_GIVEN INFORMATION_
========
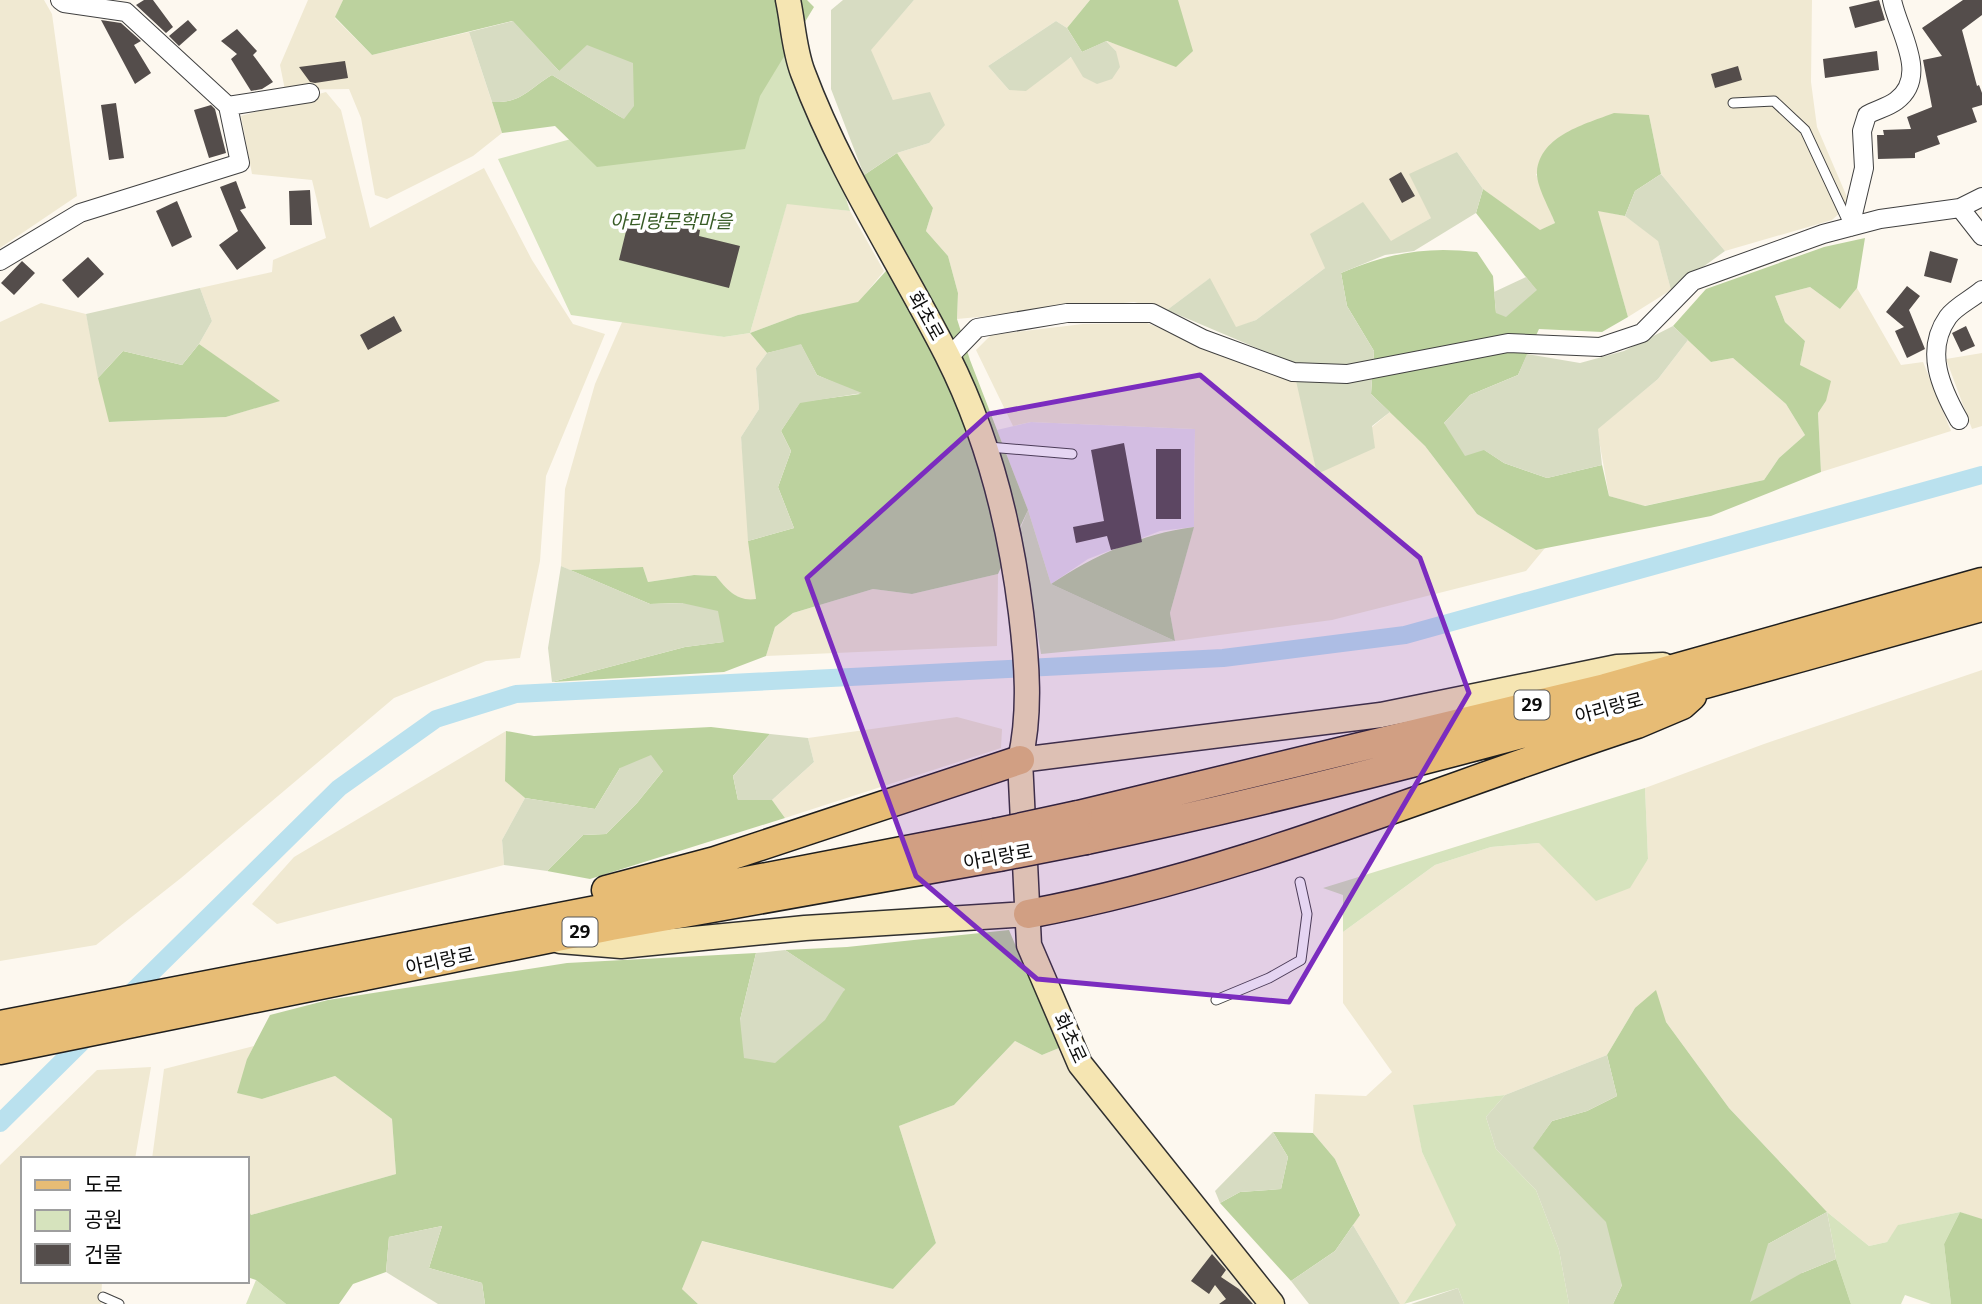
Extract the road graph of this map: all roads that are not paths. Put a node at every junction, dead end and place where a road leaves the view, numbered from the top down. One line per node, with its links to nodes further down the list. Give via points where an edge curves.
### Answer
========
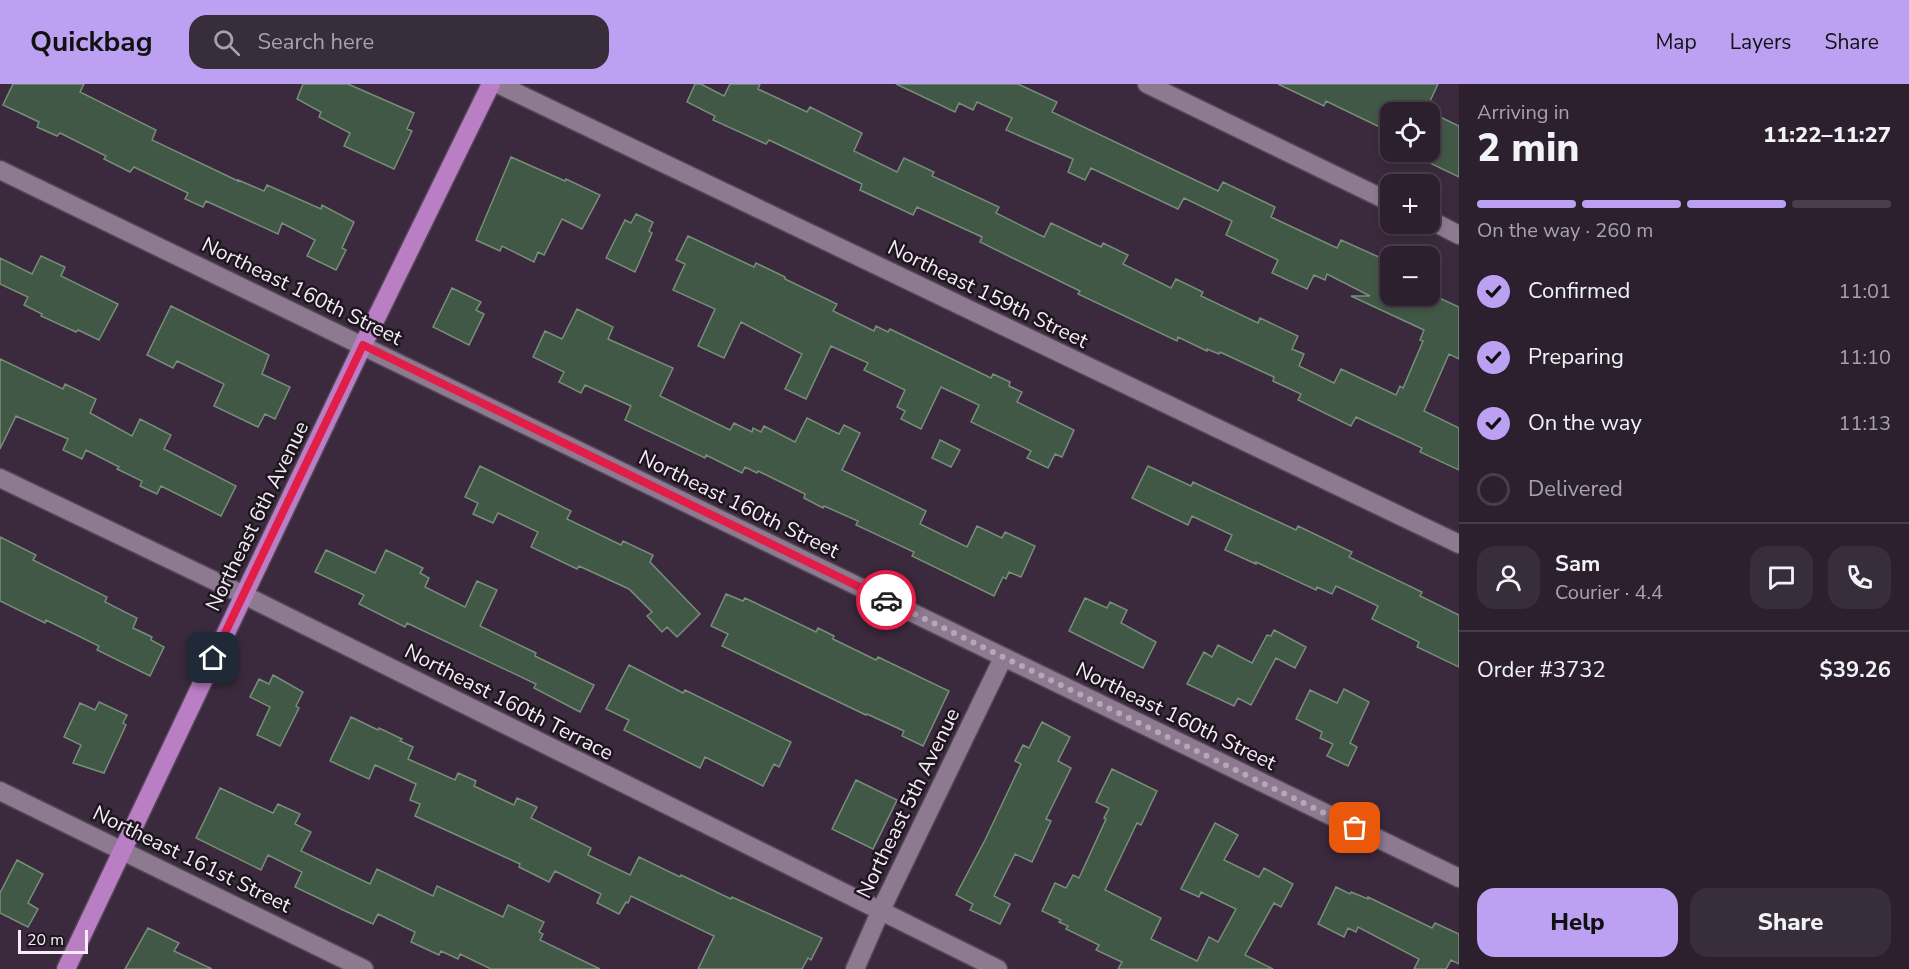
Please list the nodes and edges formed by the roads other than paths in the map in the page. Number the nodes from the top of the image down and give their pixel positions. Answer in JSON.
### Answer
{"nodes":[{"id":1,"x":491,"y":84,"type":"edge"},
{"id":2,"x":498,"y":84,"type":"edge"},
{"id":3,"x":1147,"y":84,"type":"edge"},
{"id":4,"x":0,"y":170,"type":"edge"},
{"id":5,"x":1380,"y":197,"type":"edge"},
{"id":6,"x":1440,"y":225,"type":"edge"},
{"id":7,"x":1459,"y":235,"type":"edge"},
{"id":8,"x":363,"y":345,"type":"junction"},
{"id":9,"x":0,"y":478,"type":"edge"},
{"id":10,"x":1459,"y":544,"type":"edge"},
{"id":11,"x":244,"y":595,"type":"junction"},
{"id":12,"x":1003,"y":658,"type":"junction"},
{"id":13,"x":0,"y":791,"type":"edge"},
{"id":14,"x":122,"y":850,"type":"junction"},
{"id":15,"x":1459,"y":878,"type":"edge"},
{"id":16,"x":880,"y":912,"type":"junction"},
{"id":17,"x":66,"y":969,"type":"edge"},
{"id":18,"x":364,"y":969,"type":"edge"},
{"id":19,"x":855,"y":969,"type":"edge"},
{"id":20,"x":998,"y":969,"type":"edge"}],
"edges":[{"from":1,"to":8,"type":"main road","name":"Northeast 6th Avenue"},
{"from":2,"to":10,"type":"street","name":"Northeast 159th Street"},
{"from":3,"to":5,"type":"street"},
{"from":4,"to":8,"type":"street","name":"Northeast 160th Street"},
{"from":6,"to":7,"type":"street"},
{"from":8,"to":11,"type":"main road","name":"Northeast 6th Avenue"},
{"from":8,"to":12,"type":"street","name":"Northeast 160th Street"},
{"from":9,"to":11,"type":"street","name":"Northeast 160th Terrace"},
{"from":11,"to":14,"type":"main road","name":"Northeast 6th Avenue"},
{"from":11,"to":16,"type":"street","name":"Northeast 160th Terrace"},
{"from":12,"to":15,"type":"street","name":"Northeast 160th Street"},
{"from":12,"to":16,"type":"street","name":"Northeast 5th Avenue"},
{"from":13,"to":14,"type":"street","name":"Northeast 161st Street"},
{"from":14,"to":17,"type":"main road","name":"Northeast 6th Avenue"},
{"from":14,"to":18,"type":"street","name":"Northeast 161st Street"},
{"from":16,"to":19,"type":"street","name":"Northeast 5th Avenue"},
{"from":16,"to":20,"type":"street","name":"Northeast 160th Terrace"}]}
========
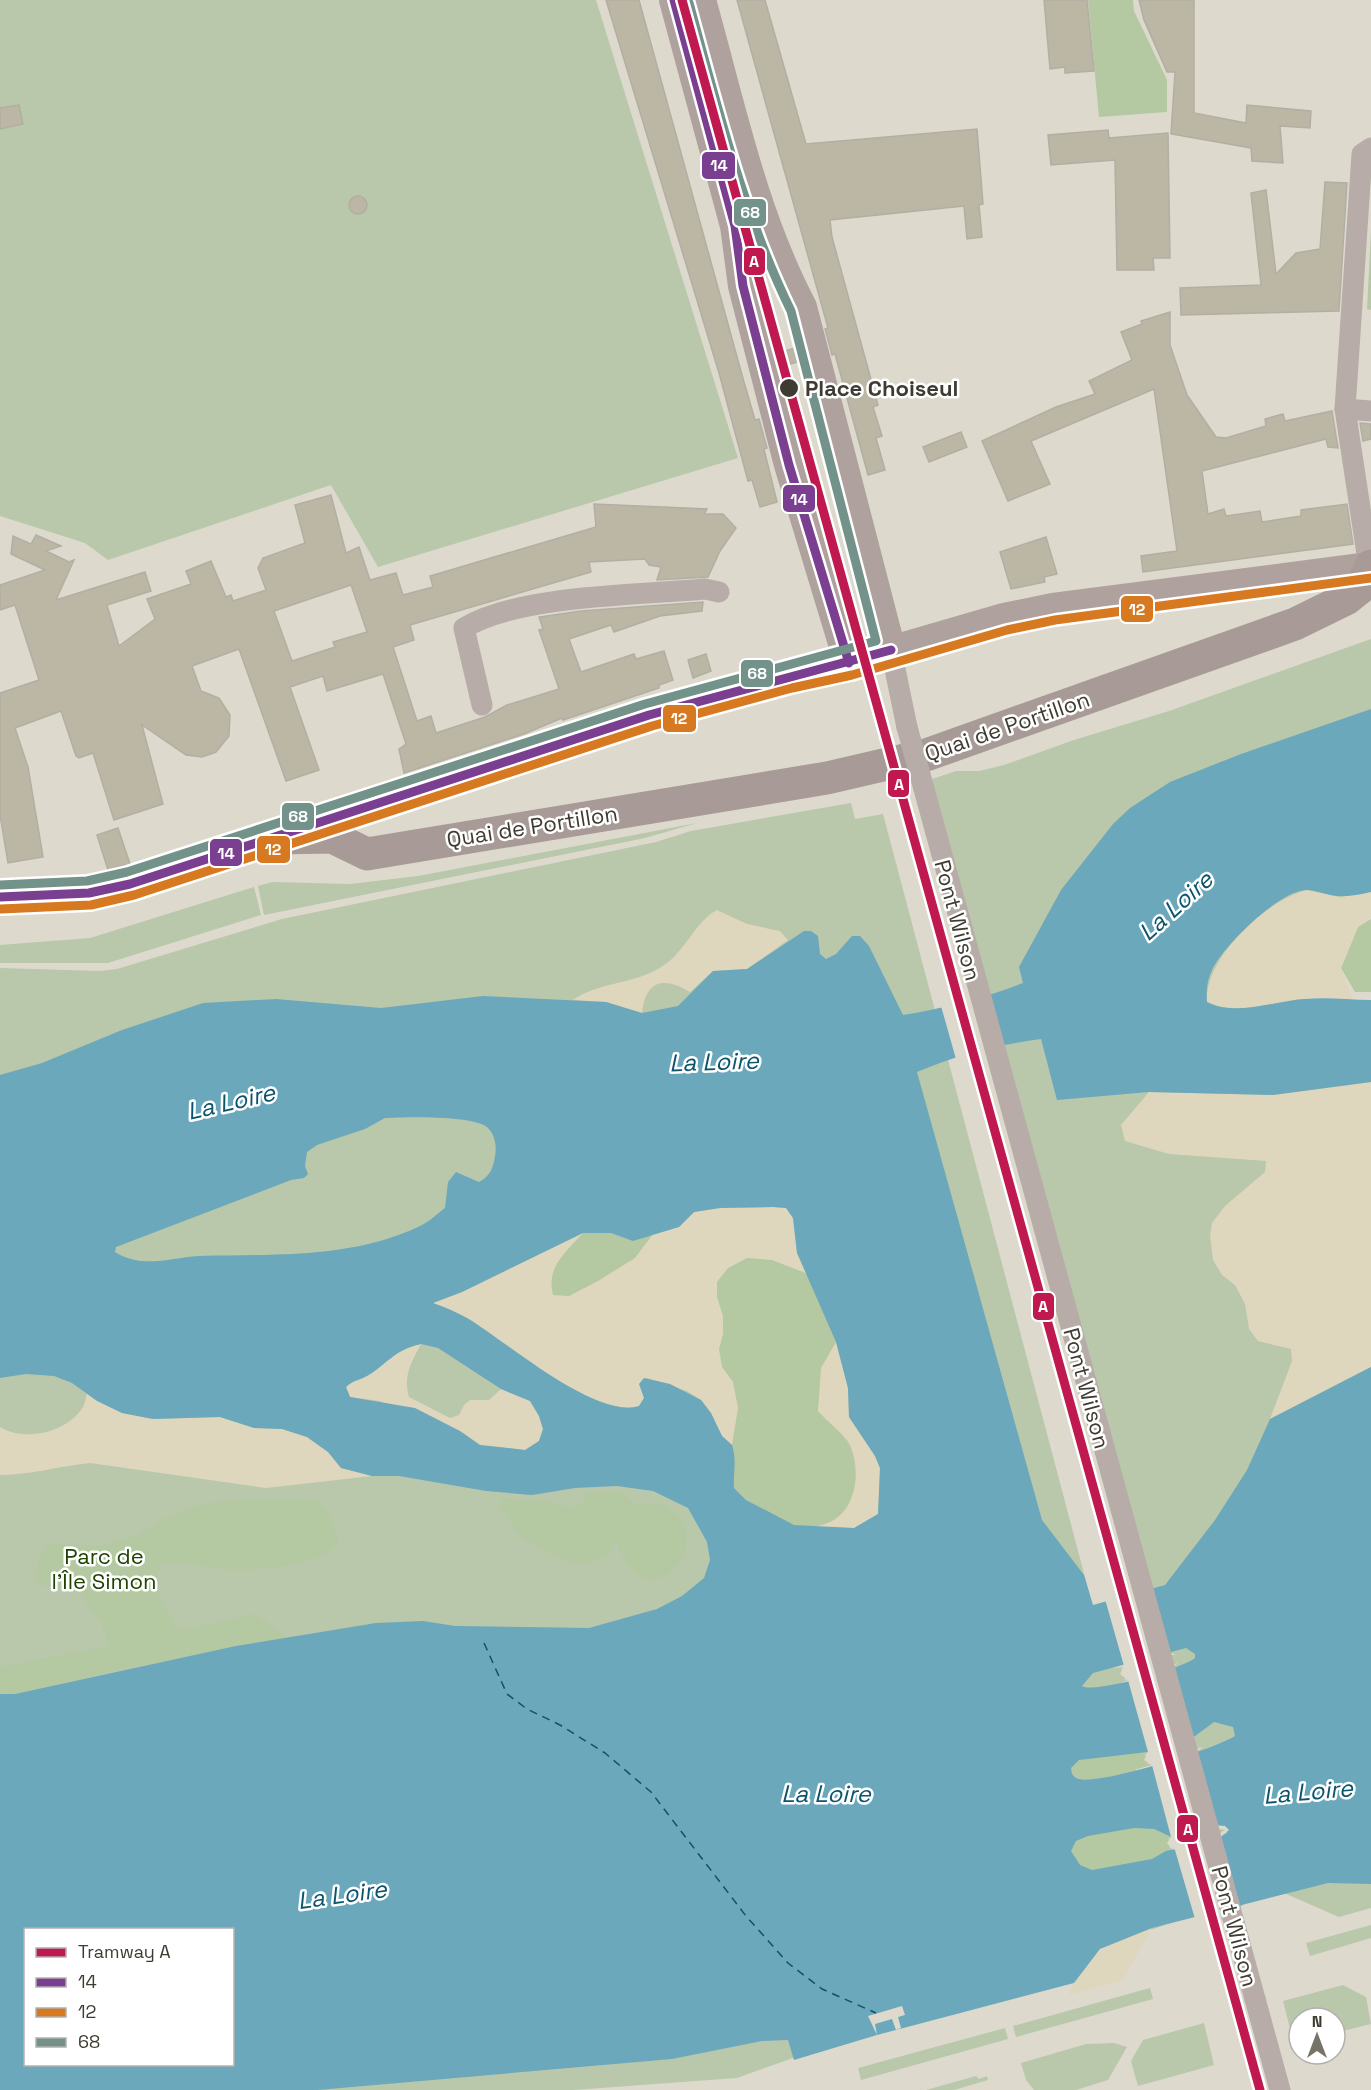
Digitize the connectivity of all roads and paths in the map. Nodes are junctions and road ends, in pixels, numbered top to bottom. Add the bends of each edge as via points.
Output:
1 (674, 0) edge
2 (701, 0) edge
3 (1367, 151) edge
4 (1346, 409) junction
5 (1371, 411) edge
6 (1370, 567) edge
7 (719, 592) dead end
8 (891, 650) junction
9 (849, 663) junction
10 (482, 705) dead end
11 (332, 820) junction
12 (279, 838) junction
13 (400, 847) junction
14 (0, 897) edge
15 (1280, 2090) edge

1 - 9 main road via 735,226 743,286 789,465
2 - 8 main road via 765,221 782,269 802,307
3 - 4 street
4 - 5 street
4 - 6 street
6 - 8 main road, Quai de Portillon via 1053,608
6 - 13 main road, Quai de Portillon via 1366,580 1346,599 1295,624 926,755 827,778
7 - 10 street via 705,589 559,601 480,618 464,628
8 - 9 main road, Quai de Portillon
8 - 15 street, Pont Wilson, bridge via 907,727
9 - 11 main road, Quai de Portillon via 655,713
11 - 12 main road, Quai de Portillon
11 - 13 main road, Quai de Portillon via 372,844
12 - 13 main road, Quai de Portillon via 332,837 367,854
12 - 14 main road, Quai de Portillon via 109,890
========
_WORK INSTRUCTIONS_
If a line in the listing has "down" in it, report that line.

_EXPECTED ANSWER_
Extract the road graph of this map: all roads that are not paths. Put a node at every junction, dead end and place where a road leaves the view, numbered from the top down. One line per node, with its links to nodes further down the list. Give via points where an edge curves.
Please list the nodes and edges formed by the roads other than paths in the map in the page. Number the nodes from the top of the image down and give their pixel positions. Answer in JSON.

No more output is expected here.